“The powerful nations of the eurozone have generously bailed out their banks using ordinary people’s money. It is time for them to support the ordinary people who are most at risk from swingeing cuts in government expenditure being called for by these same financiers,” Professorial Research Fellow in Development Studies, George Irvin, at the University of London writes in a blog post.
“The longer term solution involves changing the economic architecture of the eurozone in two critical respects.”
“Olli Rehn, the EU’s Economic Affairs Commissioner, has urged the Greek government to tighten its belt and make further cuts—-translation: slash wages! This is perhaps to be expected coming from a member of Finland’s Centre party, but it is deeply divisive for Europe,” Mr. Irvin writes.
Unsurprisingly, a centre-right Commission holds centre-right economic views—views which are unchanged despite the lessons of the current financial and economic crisis.
Overspent or underfinanced?
Yes, Greece has a serious current government deficit about which it cooked the books (12.5% of GDP in contrast to 10% of GDP in the US). But the public stock of debt as a percentage of GDP is around 40% of GDP, well below the Eurozone norm. The problem in Greece has been wrongly portrayed as one of overspending. And although some Greek public sector expenditure is nepotistic and unnecessary, most of it goes to low-paid teachers, nurses and other public servants.

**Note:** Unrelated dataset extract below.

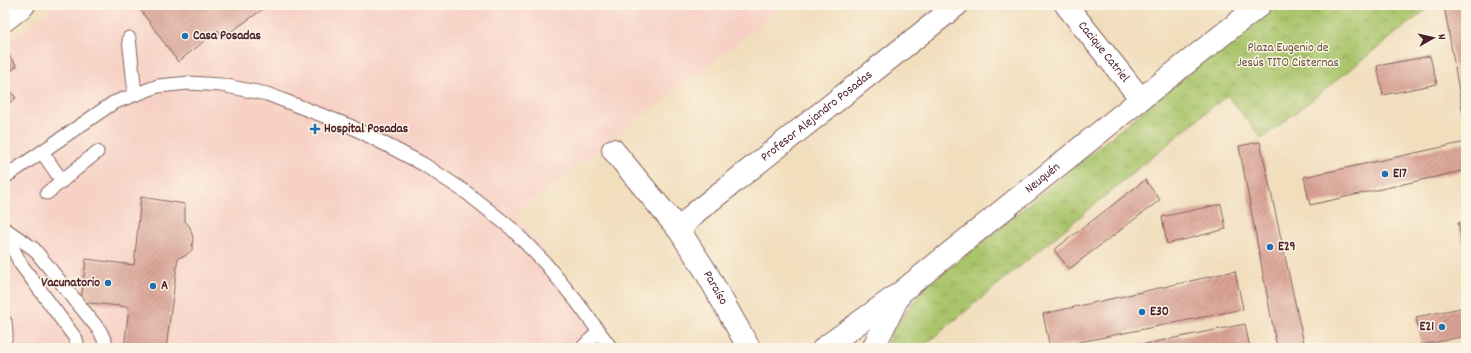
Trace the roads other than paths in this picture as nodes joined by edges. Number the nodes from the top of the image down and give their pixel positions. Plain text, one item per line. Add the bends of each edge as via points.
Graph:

The real problem lies elsewhere; namely, in a poor tax collection system allowing the rich to move money to tax shelters. Poor tax collection is greatly compounded by the collapse in government revenue resulting from recession, and these matters will not be put right overnight. Mr Papandreou must be given time if he is to bring about fundamental structural reform. He does not need the sort of labour unrest which will follow a massive wage squeeze.
Devaluation not the answer
Several British economists writing in the Financial Times have suggested that Greece might briefly leave the eurozone in order to devalue. But devaluation is not the answer. The view that devaluation has been good for Britain (for which there is still scant evidence) cannot be applied to the eurozone as a whole. Had the eurozone not existed, the markets would certainly have attacked the drachma, punt, peseta and so on, possibly unleashing a round of competitive European devaluations of the sort experienced in the 1930s. Moreover, in the unlikely event of Greece temporarily leaving the eurozone, its euro-denominated debt would rise in value relative to the new currency, thus exacerbating the country’s problems.
The key question to be asked is how rich eurozone members can help the poorer ones guard against currency speculators. There are two types of actions to be taken: short-term and long term.
The short-term solution
The short term solution is for the European Central Bank (ECB) to extend beyond next January its refinance operation in which government debt rated at less than A- is accepted as collateral. The ECB engages in weekly “refinancing operations” to add liquidity to the European banking system. Banks that need cash can trade in bonds in return for fresh euros, the ECB then charges them interest in return for what is effectively a secured loan. Prior to the crisis, the ECB would accept any bond rated A- or above by any of the three major ratings agencies. During the crisis, to get more liquidity into the damaged banking system, the ECB dropped the required rating to BBB- or above. On January the 1st 2011, the ECB will return to the old A- standard. It is the fear that Greek Eurobonds cannot be traded for cash—not the fear of the Government ‘going broke’—that is at the heart of the refinancing problem. Postponing a return to the old A- standard beyond next year would solve the crisis. It would not cost the German taxpayer anything, and it would not cost ordinary Greeks their jobs.
The longer-term solution
The longer term solution involves changing the economic architecture of the eurozone in two critical respects. The eurozone needs a proper Federal Budget enabling the centre to help the regions. A number of economists have called for this before; eg, Andre Sapir called for a Federal ‘rainy day fund’ back in 2003, and several prominent MEPs have recently argued that a genuine Federal Budget is needed. Such a budget—perhaps 5% of Eurozone GDP initially— could easily be funded by a small Tobin tax on euro foreign exchange transactions.
What is also needed—and here I recall the argument advanced by Keynes at Bretton Woods in 1944— is a mechanism whereby countries such as Germany spend their surpluses in deficit countries in a matter which increases the productivity, and hence the repayment capacity, of the latter.
The powerful nations of the eurozone have generously bailed out their banks using ordinary people’s money. It is time for them to support the ordinary people who are most at risk from swingeing cuts in government expenditure being called for by these same financiers.